Winnemucca data center project takes next step
A Las Vegas company that specializes in the sale of locations for major data centers last week started marketing a site north of Winnemucca to potential users around the world.
It’s an important next step in the plans of Winnemucca Farms, the biggest agricultural producer in the state, to diversify its farming assets in Humboldt County.
It’s been talking for a couple of years about plans to develop a gas-fired power plant on the property, which is crossed by the Ruby Pipeline.
Everett Thompson, chief executive officer of WiredRE, the company marketing the property to data-center users, said the Winnemucca-area property would provide the strong electric power infrastructure that’s critical to data center operators with their large buildings filled with servers.
The property also has the potential for large-scale development of solar power, another key factor for green-minded technology executives, Thompson said.
A third key element, he said, is the availability of water to provide cooling of data centers. Cooling, he said, accounts for 10 to 20 percent of their operating cost.
“This site has a lot of water rights attached to it,” Thompson said.
Stacy Kincaid, a spokesman for the investment group that owns the property, said the group looks to develop large-scale data-center projects.
“With 22,000 acres, we are seeking opportunities to work with data center users who require world-class infrastructure over the long term,” Kincaid said.
Thompson said small-town locations increasing are chosen for major data centers by the group his brokerage has dubbed “GAMFY” — Google, Apple, Microsoft, Facebook and Yahoo.
Facebook, for instance, built two big data centers in Prineville, Ore., a community of 10,000 in the center of the state. Google, meanwhile, built a $1.2 billion data center at The Dalles, Ore.
Most data centers aren’t big employers — Google, for instance, employs about 80 at The Dalles — but Thompson said data centers help draw business travelers and other economic benefits to their hometowns.
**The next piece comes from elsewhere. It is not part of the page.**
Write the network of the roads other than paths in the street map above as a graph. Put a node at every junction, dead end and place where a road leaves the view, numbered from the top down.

Still, a data center project would provide important diversification to the Humboldt County economy, which continues to rely largely on mining, agriculture and tourism.
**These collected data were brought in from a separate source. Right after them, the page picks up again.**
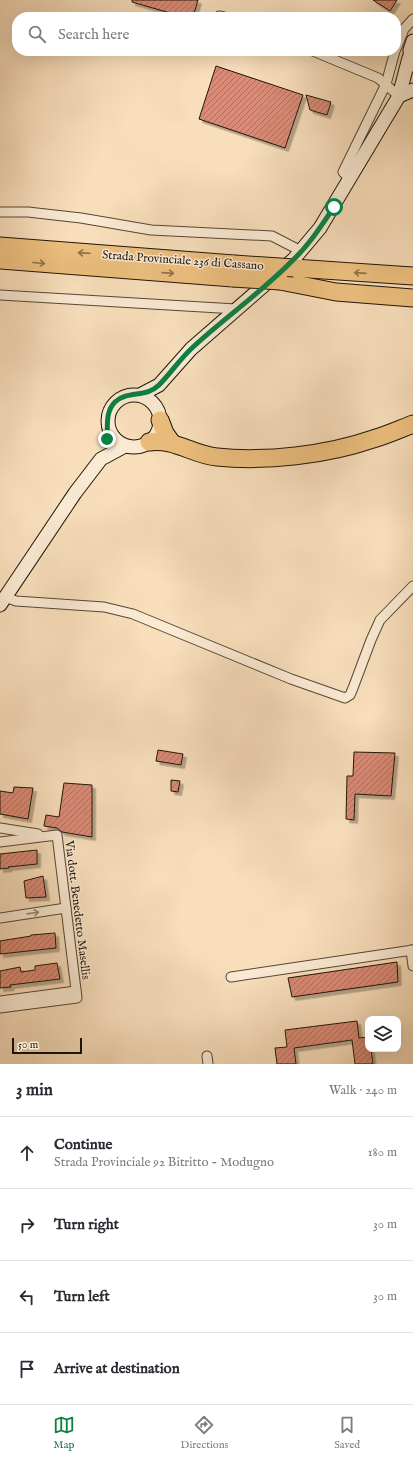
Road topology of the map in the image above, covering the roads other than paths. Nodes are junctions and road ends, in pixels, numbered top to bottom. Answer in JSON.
{"nodes":[{"id":1,"x":413,"y":19,"type":"edge"},
{"id":2,"x":401,"y":37,"type":"edge"},
{"id":3,"x":413,"y":41,"type":"edge"},
{"id":4,"x":325,"y":56,"type":"edge"},
{"id":5,"x":394,"y":56,"type":"edge"},
{"id":6,"x":411,"y":63,"type":"edge"},
{"id":7,"x":386,"y":84,"type":"junction"},
{"id":8,"x":413,"y":90,"type":"edge"},
{"id":9,"x":399,"y":96,"type":"junction"},
{"id":10,"x":350,"y":179,"type":"junction"},
{"id":11,"x":0,"y":212,"type":"edge"},
{"id":12,"x":0,"y":246,"type":"edge"},
{"id":13,"x":301,"y":251,"type":"junction"},
{"id":14,"x":0,"y":260,"type":"edge"},
{"id":15,"x":234,"y":271,"type":"junction"},
{"id":16,"x":413,"y":275,"type":"edge"},
{"id":17,"x":280,"y":281,"type":"junction"},
{"id":18,"x":413,"y":290,"type":"edge"},
{"id":19,"x":0,"y":295,"type":"edge"},
{"id":20,"x":413,"y":298,"type":"edge"},
{"id":21,"x":236,"y":309,"type":"junction"},
{"id":22,"x":159,"y":385,"type":"junction"},
{"id":23,"x":140,"y":395,"type":"junction"},
{"id":24,"x":158,"y":414,"type":"junction"},
{"id":25,"x":413,"y":424,"type":"edge"},
{"id":26,"x":108,"y":427,"type":"junction"},
{"id":27,"x":149,"y":442,"type":"junction"},
{"id":28,"x":172,"y":443,"type":"junction"},
{"id":29,"x":125,"y":446,"type":"junction"},
{"id":30,"x":101,"y":460,"type":"junction"},
{"id":31,"x":413,"y":586,"type":"edge"},
{"id":32,"x":3,"y":601,"type":"edge"},
{"id":33,"x":0,"y":828,"type":"edge"},
{"id":34,"x":52,"y":836,"type":"junction"},
{"id":35,"x":0,"y":842,"type":"edge"},
{"id":36,"x":66,"y":908,"type":"junction"},
{"id":37,"x":0,"y":918,"type":"edge"},
{"id":38,"x":412,"y":950,"type":"edge"},
{"id":39,"x":413,"y":966,"type":"edge"},
{"id":40,"x":231,"y":977,"type":"dead end"},
{"id":41,"x":33,"y":1000,"type":"junction"},
{"id":42,"x":0,"y":1001,"type":"edge"},
{"id":43,"x":0,"y":1008,"type":"edge"}],
"edges":[{"from":1,"to":2,"type":"street"},
{"from":3,"to":6,"type":"main road"},
{"from":4,"to":7,"type":"street"},
{"from":5,"to":7,"type":"street"},
{"from":6,"to":9,"type":"main road"},
{"from":7,"to":9,"type":"street"},
{"from":7,"to":10,"type":"street"},
{"from":8,"to":9,"type":"main road"},
{"from":9,"to":10,"type":"main road"},
{"from":10,"to":13,"type":"main road"},
{"from":11,"to":13,"type":"street"},
{"from":15,"to":12,"type":"highway","name":"Strada Provinciale 236 di Cassano","one_way":true},
{"from":13,"to":21,"type":"main road"},
{"from":14,"to":15,"type":"highway","name":"Strada Provinciale 236 di Cassano","one_way":true},
{"from":16,"to":15,"type":"highway","name":"Strada Provinciale 236 di Cassano","one_way":true,"bridge":true},
{"from":15,"to":17,"type":"highway","name":"Strada Provinciale 236 di Cassano","bridge":true},
{"from":17,"to":18,"type":"highway","name":"Strada Provinciale 236 di Cassano"},
{"from":17,"to":20,"type":"highway"},
{"from":19,"to":21,"type":"street"},
{"from":21,"to":22,"type":"main road"},
{"from":22,"to":23,"type":"main road"},
{"from":22,"to":24,"type":"main road"},
{"from":23,"to":24,"type":"main road"},
{"from":23,"to":26,"type":"main road"},
{"from":24,"to":27,"type":"main road"},
{"from":24,"to":28,"type":"highway"},
{"from":25,"to":28,"type":"highway"},
{"from":26,"to":29,"type":"main road"},
{"from":26,"to":30,"type":"main road"},
{"from":27,"to":28,"type":"highway"},
{"from":27,"to":29,"type":"main road"},
{"from":29,"to":30,"type":"main road"},
{"from":30,"to":32,"type":"main road"},
{"from":31,"to":32,"type":"street"},
{"from":33,"to":34,"type":"street"},
{"from":34,"to":35,"type":"street","name":"Via dott. Benedetto Masellis"},
{"from":34,"to":36,"type":"street","name":"Via dott. Benedetto Masellis"},
{"from":37,"to":36,"type":"street","one_way":true},
{"from":36,"to":41,"type":"street","name":"Via dott. Benedetto Masellis"},
{"from":38,"to":39,"type":"street"},
{"from":38,"to":40,"type":"street"},
{"from":41,"to":42,"type":"street"},
{"from":41,"to":43,"type":"street"}]}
“This is a big, and a very important, step for the community,” said Bill Sims, executive director of the Humboldt Development Authority.
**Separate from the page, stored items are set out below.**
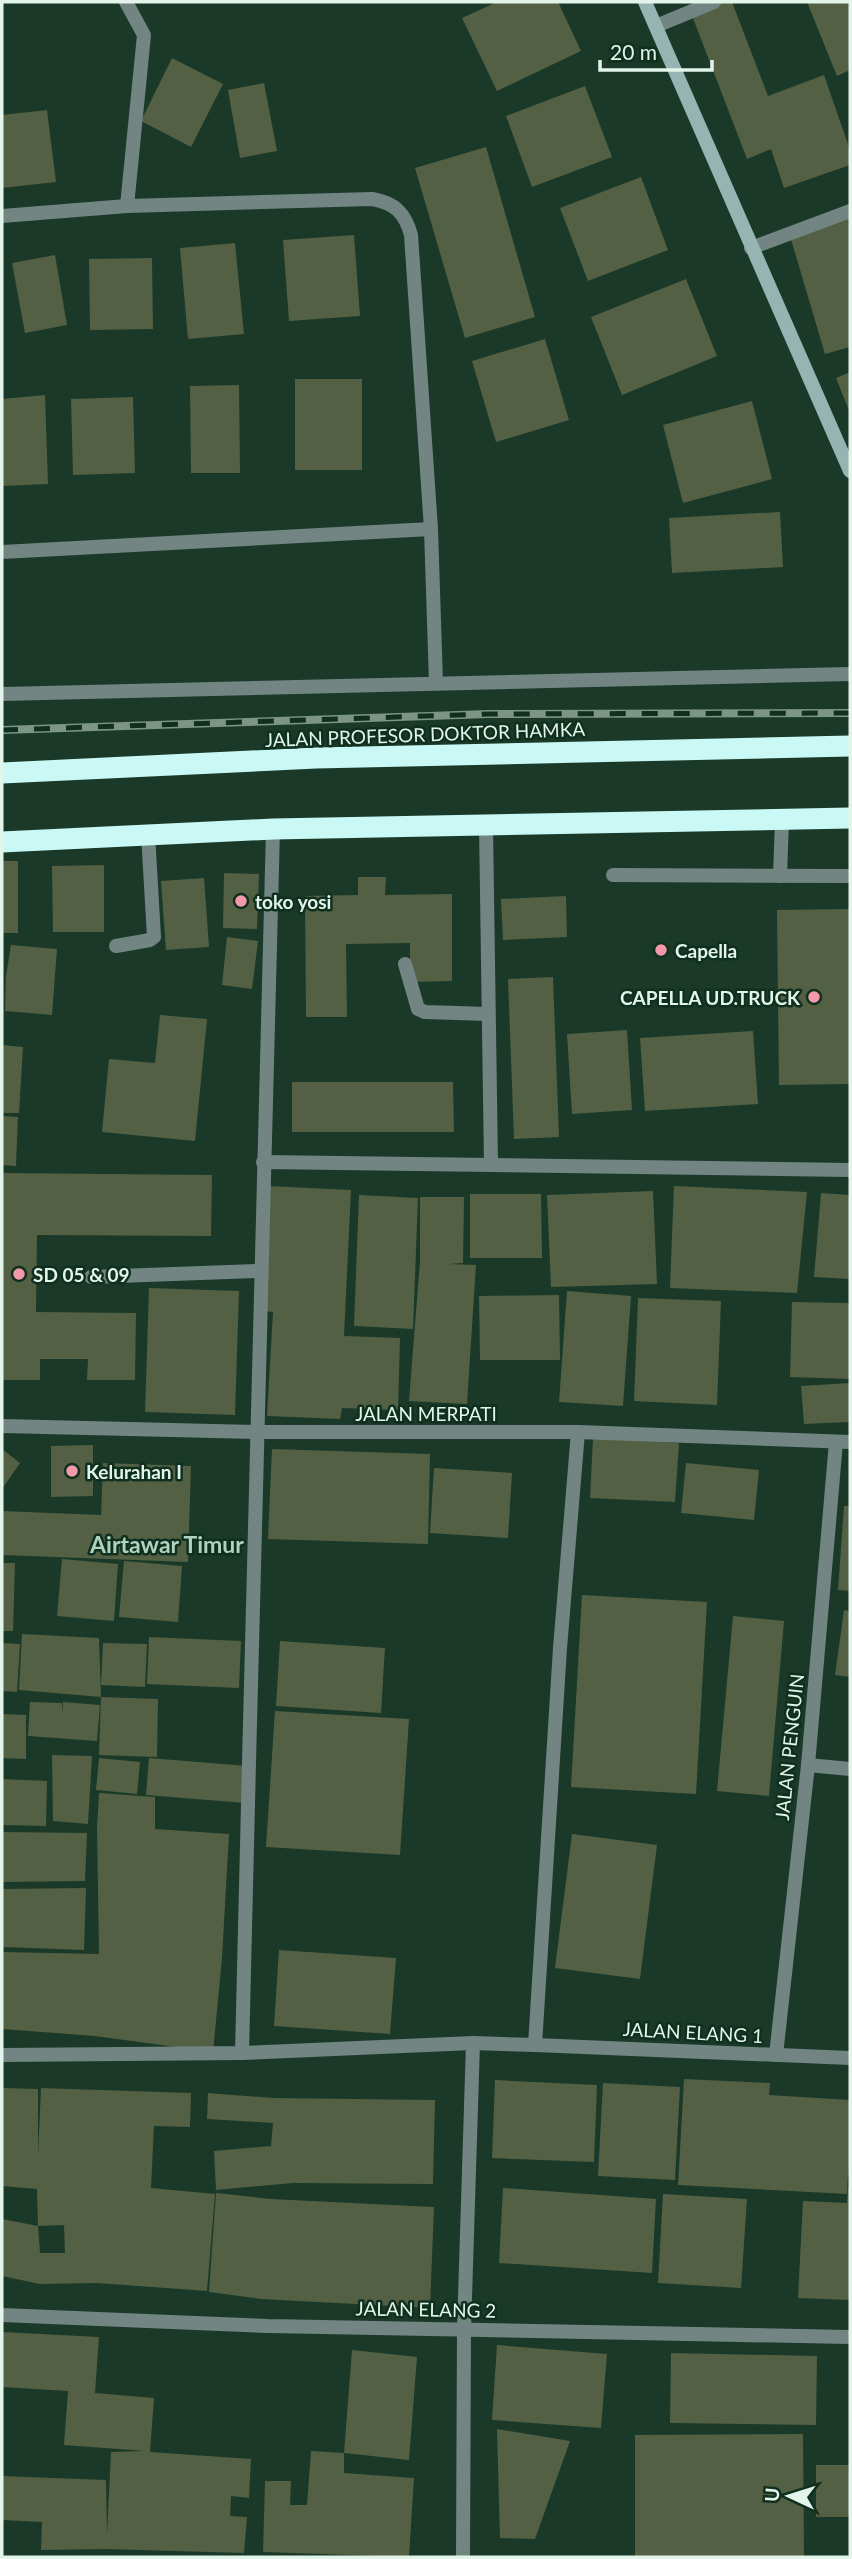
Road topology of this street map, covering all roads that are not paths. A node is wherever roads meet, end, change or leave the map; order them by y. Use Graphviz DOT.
graph roads {
  1 [pos="126,2"];
  2 [pos="645,2"];
  3 [pos="714,2"];
  4 [pos="656,26"];
  5 [pos="127,206"];
  6 [pos="850,211"];
  7 [pos="2,216"];
  8 [pos="751,248"];
  9 [pos="850,471"];
  10 [pos="431,529"];
  11 [pos="2,552"];
  12 [pos="850,674"];
  13 [pos="436,683"];
  14 [pos="2,694"];
  15 [pos="850,746"];
  16 [pos="2,773"];
  17 [pos="850,818"];
  18 [pos="782,820"];
  19 [pos="486,825"];
  20 [pos="273,829"];
  21 [pos="148,834"];
  22 [pos="2,842"];
  23 [pos="614,875"];
  24 [pos="780,876"];
  25 [pos="850,876"];
  26 [pos="116,946"];
  27 [pos="405,964"];
  28 [pos="488,1014"];
  29 [pos="263,1162"];
  30 [pos="491,1165"];
  31 [pos="850,1170"];
  32 [pos="259,1271"];
  33 [pos="91,1277"];
  34 [pos="2,1426"];
  35 [pos="258,1432"];
  36 [pos="578,1432"];
  37 [pos="843,1442"];
  38 [pos="808,1765"];
  39 [pos="850,1769"];
  40 [pos="472,2043"];
  41 [pos="535,2045"];
  42 [pos="242,2053"];
  43 [pos="2,2055"];
  44 [pos="776,2055"];
  45 [pos="850,2058"];
  46 [pos="2,2315"];
  47 [pos="464,2329"];
  48 [pos="850,2337"];
  49 [pos="464,2557"];
  1 -- 5 [label="street"];
  2 -- 4 [label="street"];
  3 -- 4 [label="street"];
  4 -- 8 [label="street"];
  5 -- 7 [label="street"];
  5 -- 10 [label="street"];
  6 -- 8 [label="street"];
  8 -- 9 [label="street"];
  10 -- 11 [label="street"];
  10 -- 13 [label="street"];
  12 -- 13 [label="street"];
  13 -- 14 [label="street"];
  15 -- 16 [label="highway, JALAN PROFESOR DOKTOR HAMKA"];
  17 -- 18 [label="highway"];
  18 -- 19 [label="highway"];
  18 -- 24 [label="street"];
  19 -- 20 [label="highway"];
  19 -- 28 [label="street"];
  20 -- 21 [label="highway"];
  20 -- 29 [label="street"];
  21 -- 22 [label="highway"];
  21 -- 26 [label="street"];
  23 -- 24 [label="street"];
  24 -- 25 [label="street"];
  27 -- 28 [label="street"];
  28 -- 30 [label="street"];
  29 -- 30 [label="street"];
  29 -- 32 [label="street"];
  30 -- 31 [label="street"];
  32 -- 33 [label="street"];
  32 -- 35 [label="street"];
  34 -- 35 [label="street, JALAN MERPATI"];
  35 -- 36 [label="street, JALAN MERPATI"];
  35 -- 42 [label="street"];
  36 -- 37 [label="street, JALAN MERPATI"];
  36 -- 41 [label="street"];
  37 -- 38 [label="street, JALAN PENGUIN"];
  38 -- 39 [label="street"];
  38 -- 44 [label="street, JALAN PENGUIN"];
  40 -- 41 [label="street, JALAN ELANG 1"];
  40 -- 42 [label="street, JALAN ELANG 1"];
  40 -- 47 [label="street"];
  41 -- 44 [label="street, JALAN ELANG 1"];
  42 -- 43 [label="street, JALAN ELANG 1"];
  44 -- 45 [label="street, JALAN ELANG 1"];
  46 -- 47 [label="street, JALAN ELANG 2"];
  47 -- 48 [label="street, JALAN ELANG 2"];
  47 -- 49 [label="street"];
}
Along with the property’s access to infrastructure such as the high-speed data lines that link San Francisco, Reno, Las Vegas and Salt Lake City, Thompson said the developers believe that the state government is likely to offer “material incentives” to companies that develop data centers.
He noted that Apple received $89 million in tax abatements through the Governor’s Office of Economic Development to build a $400 million data center east of Sparks and an office complex in downtown Reno.
The property probably would need approval of a zoning change by county officials before development could begin.
“We have not had any conversations directly with the potential developers,” said Bill Deist, the administrator of Humboldt County. “We did hear a presentation regarding the possibility of a data center a little over a year ago at a public meeting. Our planning department has not been approached regarding the need for any permits or zoning-related information.”
WiredRE has been marketing data-center locations in the United States and Europe since 2008.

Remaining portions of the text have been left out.